Manipulated videos, including ones related to politicians deemed “high-risk,” don’t have to be culled from Facebook feeds, according to Meta‘s Oversight Board — but they should at least be better labeled.
The decision Nov. 25 decision was spurred by a user who appealed to remove a viral video that appeared to show global demonstrations in favor of Philippine President Rodrigo Duterte. Despite using mislabeled, erroneous footage to suggest there was a widespread pro-Duterte movement, Meta did not remove the post via its automated flagging process or further human review.
While the Oversight Board agreed that the video should have been escalated higher in the fact-checking process and labelled as particularly “high-risk” content, it still sided with Meta’s choice to keep the video online because it did not specifically violate the company’s political information guidelines. Meta prohibits misleading posts about voting locations, processes, and candidate eligibility.
The board encouraged the company to take concerted, viral misinformation campaigns seriously, writing that it is “imperative that Meta has robust processes to address viral misleading posts, including prioritizing identical or near-identical content for review, and applying all its relevant policies and related tools.” Similar to other recent decisions from the board, it recommended Meta add a specific “High-Risk” label to videos with similar “because it contained a digitally altered, photorealistic video with a high risk of deceiving the public during a significant public event.”
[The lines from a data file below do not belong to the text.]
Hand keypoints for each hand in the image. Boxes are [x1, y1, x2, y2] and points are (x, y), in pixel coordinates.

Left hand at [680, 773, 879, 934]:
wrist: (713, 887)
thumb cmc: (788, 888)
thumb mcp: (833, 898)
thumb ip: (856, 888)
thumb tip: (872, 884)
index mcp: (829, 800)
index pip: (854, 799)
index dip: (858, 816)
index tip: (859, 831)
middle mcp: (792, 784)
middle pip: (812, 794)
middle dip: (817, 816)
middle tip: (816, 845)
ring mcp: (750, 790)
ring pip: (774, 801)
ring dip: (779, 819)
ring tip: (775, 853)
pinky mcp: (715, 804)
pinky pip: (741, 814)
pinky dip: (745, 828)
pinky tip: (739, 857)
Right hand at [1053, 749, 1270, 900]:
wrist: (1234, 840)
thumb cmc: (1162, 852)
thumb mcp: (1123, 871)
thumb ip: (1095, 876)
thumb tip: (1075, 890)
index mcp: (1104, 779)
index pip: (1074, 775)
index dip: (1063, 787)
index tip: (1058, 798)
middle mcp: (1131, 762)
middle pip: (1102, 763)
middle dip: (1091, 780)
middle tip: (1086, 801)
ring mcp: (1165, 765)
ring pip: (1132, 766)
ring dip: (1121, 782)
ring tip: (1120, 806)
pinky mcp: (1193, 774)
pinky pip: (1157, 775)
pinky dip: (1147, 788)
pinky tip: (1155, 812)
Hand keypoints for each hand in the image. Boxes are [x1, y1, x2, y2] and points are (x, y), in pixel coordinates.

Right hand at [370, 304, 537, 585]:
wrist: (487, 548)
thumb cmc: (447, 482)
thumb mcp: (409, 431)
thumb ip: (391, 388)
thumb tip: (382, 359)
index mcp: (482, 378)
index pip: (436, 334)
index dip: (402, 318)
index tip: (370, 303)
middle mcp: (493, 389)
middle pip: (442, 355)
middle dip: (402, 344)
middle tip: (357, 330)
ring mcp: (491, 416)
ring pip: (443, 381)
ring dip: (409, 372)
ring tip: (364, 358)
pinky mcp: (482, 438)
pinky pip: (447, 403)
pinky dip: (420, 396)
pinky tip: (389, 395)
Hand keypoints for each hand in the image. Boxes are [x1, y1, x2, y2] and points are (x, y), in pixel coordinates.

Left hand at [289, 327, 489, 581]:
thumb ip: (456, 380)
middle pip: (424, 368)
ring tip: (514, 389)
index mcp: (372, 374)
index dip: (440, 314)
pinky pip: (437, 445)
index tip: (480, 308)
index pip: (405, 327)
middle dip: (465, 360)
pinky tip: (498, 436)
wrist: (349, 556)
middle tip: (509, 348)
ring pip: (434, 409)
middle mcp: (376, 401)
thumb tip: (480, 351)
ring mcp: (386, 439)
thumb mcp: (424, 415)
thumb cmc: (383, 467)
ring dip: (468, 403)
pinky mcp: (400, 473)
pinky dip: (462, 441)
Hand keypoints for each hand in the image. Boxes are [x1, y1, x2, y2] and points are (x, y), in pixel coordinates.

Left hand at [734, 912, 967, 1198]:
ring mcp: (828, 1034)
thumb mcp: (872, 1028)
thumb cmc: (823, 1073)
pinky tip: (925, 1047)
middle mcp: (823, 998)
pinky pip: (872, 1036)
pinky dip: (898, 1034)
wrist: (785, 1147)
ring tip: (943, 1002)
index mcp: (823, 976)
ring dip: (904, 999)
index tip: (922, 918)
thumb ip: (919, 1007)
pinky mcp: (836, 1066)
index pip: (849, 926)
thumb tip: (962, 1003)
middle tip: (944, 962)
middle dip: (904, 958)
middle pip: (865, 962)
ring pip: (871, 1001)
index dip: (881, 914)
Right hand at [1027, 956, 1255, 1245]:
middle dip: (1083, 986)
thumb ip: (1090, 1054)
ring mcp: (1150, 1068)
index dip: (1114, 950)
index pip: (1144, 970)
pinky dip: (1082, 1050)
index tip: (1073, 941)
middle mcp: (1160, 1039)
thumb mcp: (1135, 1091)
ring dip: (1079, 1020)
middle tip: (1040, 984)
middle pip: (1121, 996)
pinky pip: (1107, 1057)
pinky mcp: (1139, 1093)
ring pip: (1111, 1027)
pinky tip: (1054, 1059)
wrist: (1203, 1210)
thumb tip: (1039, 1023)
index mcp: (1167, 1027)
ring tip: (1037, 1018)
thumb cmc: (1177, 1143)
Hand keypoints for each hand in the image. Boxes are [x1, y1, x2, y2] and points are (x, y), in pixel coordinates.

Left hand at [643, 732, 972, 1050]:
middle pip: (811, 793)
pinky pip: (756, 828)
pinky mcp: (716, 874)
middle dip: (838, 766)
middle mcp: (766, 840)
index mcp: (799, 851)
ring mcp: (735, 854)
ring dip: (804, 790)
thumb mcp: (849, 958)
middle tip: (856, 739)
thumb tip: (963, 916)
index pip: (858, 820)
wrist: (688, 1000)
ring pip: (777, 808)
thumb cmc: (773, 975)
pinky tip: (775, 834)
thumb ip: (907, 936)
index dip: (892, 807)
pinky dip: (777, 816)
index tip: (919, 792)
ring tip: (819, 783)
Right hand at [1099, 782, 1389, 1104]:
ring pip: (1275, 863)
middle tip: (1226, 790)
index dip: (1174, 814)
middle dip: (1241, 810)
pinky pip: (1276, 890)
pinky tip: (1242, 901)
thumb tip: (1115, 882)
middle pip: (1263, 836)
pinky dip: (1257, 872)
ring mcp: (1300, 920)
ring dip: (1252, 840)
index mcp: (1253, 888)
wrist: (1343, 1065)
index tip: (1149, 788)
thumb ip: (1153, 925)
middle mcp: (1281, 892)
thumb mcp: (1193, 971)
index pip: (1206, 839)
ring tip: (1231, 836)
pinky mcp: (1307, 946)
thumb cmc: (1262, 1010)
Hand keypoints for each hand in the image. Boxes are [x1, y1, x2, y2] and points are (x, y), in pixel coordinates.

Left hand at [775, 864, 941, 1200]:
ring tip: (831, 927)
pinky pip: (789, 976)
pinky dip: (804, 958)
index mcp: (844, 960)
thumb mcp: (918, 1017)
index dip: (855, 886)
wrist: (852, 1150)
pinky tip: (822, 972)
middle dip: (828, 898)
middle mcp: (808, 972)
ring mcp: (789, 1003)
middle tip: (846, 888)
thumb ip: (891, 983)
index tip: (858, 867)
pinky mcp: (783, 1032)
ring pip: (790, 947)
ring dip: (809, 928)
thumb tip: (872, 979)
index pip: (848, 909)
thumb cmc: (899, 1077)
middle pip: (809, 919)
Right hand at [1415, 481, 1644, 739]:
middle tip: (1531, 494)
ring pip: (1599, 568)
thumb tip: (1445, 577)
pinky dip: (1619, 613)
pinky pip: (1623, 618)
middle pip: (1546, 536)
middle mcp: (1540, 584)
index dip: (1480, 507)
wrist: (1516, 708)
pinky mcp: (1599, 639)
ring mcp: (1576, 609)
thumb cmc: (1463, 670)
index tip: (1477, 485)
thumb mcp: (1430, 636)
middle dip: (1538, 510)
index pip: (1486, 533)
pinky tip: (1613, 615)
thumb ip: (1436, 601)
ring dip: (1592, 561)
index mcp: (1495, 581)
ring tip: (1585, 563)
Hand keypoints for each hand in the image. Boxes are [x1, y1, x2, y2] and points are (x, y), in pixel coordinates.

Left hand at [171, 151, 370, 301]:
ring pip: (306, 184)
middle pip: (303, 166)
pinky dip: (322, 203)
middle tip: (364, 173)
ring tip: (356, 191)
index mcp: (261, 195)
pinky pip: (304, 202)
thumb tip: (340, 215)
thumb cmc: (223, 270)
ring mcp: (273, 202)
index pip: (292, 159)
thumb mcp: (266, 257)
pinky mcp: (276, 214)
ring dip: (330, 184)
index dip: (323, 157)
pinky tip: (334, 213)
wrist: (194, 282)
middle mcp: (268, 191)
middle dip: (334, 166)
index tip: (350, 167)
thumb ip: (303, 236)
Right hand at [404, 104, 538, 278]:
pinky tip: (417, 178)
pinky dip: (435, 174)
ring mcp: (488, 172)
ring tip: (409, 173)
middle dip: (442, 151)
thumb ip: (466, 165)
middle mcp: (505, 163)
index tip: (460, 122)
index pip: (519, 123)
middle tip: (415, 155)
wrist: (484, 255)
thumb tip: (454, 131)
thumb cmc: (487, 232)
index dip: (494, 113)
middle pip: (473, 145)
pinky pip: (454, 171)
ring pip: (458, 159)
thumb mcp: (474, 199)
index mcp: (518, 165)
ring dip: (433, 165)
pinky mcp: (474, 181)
The decision aligns with the tech giant’s shift away from stronger content moderation guidelines. The board has previously written in favor of social media companies using AI-powered, automated moderation to better address an onslaught of misinformation, within reason, and promoted more robust labelling of manipulated or AI-generated content as an additional guardrail. “Platforms should apply labels indicating to users when content is significantly altered and could mislead, while also dedicating sufficient resources to human review that supports this work,” the board wrote in a previous blog post.
Meanwhile, Meta has slimmed down its human fact-checking team in favor of a global community notes program.